Assigned task:
Which lines in the data below contain the word "Ferreira"? Copy each of them.

[Opening Dataset records section]

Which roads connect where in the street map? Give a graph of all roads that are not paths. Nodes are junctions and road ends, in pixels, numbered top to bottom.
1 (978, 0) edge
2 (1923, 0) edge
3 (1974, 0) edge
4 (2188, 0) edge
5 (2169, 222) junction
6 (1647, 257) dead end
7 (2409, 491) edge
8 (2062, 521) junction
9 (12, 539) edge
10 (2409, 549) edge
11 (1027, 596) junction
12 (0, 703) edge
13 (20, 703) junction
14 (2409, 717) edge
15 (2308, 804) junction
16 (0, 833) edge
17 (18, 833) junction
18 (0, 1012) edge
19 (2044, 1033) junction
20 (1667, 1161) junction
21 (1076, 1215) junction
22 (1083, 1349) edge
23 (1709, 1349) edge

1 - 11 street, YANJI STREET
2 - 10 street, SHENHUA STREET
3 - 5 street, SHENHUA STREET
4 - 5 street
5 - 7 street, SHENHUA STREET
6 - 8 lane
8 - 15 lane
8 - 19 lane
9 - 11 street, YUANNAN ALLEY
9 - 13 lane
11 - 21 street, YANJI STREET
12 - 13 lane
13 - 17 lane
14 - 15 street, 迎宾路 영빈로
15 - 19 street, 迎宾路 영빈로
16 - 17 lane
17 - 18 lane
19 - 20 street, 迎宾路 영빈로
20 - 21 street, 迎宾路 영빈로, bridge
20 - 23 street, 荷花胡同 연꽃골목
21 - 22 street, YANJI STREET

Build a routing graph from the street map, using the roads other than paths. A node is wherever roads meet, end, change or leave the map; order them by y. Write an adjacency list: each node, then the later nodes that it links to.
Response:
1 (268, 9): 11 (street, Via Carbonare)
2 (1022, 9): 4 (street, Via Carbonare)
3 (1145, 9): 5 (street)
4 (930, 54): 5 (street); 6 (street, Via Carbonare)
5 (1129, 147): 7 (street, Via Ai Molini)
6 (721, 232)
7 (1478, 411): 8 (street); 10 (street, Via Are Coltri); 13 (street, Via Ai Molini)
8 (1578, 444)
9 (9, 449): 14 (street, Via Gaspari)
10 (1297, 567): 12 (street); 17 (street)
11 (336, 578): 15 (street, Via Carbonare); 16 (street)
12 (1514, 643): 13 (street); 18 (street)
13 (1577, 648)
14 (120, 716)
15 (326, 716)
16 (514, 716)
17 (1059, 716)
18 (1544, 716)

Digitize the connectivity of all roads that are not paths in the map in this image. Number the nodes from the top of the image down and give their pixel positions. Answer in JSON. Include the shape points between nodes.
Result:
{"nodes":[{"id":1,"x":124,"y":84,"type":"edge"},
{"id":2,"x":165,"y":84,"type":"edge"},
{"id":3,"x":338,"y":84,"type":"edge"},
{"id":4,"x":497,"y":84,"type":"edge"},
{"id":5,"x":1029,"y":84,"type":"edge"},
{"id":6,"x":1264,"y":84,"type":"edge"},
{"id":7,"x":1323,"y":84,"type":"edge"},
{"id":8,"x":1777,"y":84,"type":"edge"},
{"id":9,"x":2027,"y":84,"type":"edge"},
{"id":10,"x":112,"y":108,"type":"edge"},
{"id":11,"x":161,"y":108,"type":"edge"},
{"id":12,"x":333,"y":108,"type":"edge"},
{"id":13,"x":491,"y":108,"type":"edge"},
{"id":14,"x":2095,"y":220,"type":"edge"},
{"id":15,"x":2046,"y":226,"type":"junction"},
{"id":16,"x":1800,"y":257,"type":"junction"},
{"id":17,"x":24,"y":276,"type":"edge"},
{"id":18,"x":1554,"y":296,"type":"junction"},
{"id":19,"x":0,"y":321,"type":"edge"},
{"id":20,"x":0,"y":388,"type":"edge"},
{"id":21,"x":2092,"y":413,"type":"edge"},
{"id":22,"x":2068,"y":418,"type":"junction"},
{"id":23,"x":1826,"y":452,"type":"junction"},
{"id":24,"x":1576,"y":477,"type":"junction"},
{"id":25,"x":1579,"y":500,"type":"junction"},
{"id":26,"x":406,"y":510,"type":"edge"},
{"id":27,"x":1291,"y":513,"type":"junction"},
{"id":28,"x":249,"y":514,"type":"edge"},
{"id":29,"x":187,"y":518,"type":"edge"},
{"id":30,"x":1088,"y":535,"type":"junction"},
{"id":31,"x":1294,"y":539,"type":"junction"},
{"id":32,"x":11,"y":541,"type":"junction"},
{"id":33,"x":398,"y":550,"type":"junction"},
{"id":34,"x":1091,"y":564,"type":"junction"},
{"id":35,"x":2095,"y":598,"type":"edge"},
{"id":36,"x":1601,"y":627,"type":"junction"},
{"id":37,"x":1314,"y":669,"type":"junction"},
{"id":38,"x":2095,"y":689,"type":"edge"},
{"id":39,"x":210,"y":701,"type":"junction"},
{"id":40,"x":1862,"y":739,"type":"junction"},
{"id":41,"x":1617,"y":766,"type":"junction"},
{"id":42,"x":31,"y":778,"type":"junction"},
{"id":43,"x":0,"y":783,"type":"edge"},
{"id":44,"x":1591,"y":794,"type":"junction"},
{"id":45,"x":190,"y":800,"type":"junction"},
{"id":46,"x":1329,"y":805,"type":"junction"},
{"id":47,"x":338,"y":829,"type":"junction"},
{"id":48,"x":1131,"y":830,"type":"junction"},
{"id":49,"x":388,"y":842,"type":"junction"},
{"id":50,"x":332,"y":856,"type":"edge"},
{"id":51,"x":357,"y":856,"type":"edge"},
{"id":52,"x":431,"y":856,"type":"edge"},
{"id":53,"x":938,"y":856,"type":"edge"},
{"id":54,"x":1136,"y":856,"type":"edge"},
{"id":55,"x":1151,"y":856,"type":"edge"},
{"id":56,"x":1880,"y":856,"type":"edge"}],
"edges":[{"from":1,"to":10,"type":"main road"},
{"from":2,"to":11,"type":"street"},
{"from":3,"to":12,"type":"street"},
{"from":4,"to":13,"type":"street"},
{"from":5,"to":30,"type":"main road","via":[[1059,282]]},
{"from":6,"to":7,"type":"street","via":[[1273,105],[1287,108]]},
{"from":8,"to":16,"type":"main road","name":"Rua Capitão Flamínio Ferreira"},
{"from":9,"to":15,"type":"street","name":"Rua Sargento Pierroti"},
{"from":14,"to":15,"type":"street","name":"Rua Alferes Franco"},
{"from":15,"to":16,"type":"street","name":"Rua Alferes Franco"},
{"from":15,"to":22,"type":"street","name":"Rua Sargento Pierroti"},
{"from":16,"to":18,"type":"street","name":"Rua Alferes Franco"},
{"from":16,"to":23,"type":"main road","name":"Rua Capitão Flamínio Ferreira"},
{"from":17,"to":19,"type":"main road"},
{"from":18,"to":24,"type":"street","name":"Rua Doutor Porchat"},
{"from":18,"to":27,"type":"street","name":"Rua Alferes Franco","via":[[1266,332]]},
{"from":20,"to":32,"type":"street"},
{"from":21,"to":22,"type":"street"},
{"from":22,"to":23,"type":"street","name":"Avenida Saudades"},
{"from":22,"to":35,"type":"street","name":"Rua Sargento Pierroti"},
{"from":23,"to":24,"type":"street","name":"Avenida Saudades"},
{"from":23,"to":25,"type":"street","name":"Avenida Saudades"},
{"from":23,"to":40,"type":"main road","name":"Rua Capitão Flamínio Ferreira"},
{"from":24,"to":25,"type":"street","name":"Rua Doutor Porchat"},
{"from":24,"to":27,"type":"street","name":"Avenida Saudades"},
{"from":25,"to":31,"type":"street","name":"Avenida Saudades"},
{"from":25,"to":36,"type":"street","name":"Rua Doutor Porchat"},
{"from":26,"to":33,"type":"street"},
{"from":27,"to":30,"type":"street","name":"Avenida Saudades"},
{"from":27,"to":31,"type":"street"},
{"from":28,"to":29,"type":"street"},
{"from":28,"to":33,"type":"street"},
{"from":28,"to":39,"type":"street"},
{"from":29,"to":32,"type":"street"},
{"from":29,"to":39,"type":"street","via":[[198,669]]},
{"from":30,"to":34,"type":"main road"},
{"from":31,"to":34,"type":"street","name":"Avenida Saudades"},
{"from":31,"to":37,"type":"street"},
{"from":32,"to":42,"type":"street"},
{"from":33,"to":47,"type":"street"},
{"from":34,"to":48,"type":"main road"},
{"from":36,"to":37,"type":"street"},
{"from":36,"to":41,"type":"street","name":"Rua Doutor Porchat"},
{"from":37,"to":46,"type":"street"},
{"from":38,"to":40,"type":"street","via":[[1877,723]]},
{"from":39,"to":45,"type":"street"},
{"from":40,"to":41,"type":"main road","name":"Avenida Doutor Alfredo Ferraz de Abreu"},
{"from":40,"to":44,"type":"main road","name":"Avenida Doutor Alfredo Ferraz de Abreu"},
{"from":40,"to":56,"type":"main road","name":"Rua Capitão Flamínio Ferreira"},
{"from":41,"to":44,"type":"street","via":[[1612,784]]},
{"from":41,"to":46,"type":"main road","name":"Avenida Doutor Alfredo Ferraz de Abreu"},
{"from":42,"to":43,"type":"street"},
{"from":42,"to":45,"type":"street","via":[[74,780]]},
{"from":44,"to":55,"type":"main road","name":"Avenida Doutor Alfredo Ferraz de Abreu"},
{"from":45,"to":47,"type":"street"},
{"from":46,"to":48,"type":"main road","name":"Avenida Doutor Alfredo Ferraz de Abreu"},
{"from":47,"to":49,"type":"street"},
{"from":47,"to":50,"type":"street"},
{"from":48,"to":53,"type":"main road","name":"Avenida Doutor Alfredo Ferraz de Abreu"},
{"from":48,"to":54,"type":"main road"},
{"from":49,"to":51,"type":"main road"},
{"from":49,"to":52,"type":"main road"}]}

[Closing Dataset records section]

Answer to this problem:
{"from":8,"to":16,"type":"main road","name":"Rua Capitão Flamínio Ferreira"},
{"from":16,"to":23,"type":"main road","name":"Rua Capitão Flamínio Ferreira"},
{"from":23,"to":40,"type":"main road","name":"Rua Capitão Flamínio Ferreira"},
{"from":40,"to":56,"type":"main road","name":"Rua Capitão Flamínio Ferreira"},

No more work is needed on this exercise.